→ The task: Every line containing the string "Bacoor" is to be copied from the records.

Recorded data:
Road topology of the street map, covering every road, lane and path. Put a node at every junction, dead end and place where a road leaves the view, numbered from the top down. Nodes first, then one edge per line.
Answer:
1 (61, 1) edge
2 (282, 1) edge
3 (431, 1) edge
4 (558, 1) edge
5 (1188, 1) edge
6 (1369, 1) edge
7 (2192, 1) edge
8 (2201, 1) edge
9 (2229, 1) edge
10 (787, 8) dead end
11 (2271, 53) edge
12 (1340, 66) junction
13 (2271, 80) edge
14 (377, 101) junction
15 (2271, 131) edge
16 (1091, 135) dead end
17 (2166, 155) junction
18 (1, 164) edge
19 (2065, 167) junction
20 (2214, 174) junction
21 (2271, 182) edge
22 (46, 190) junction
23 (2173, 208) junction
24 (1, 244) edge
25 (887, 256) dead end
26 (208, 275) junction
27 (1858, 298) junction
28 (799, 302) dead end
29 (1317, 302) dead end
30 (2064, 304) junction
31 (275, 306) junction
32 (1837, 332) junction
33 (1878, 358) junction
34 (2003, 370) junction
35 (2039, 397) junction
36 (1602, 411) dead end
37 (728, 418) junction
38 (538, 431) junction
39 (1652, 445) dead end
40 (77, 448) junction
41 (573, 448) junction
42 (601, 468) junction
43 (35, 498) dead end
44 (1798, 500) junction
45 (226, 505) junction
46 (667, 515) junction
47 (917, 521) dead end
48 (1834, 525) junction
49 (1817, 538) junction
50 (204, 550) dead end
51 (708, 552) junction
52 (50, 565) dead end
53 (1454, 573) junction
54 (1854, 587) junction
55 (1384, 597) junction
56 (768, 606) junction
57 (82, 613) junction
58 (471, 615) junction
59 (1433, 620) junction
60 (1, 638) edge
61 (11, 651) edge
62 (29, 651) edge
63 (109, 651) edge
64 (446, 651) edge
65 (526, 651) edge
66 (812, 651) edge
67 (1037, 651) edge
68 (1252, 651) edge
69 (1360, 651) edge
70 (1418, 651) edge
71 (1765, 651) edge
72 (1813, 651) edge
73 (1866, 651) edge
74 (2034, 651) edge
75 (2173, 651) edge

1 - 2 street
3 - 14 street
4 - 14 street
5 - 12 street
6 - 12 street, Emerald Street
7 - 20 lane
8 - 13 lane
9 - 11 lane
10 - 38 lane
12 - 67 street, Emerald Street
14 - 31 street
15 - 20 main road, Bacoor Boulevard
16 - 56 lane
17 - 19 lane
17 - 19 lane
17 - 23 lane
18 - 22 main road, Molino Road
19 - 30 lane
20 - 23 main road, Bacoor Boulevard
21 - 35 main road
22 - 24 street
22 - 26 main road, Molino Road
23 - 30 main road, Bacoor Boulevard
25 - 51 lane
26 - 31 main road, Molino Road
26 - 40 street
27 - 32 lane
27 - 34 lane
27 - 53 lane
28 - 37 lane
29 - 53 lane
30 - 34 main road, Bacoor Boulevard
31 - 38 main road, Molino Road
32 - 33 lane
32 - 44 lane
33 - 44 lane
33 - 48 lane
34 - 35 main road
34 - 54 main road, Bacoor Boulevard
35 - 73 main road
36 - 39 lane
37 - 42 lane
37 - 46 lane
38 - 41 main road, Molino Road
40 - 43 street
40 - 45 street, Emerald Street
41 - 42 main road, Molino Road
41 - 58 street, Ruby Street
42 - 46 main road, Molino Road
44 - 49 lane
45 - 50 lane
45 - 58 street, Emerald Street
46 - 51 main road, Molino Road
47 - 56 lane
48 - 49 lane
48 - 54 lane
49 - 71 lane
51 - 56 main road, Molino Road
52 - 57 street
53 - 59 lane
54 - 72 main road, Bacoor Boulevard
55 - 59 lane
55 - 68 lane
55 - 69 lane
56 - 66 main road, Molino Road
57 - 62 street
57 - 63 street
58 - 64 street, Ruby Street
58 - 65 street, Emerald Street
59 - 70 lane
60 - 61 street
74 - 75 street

→ Solved exercise:
15 - 20 main road, Bacoor Boulevard
20 - 23 main road, Bacoor Boulevard
23 - 30 main road, Bacoor Boulevard
30 - 34 main road, Bacoor Boulevard
34 - 54 main road, Bacoor Boulevard
54 - 72 main road, Bacoor Boulevard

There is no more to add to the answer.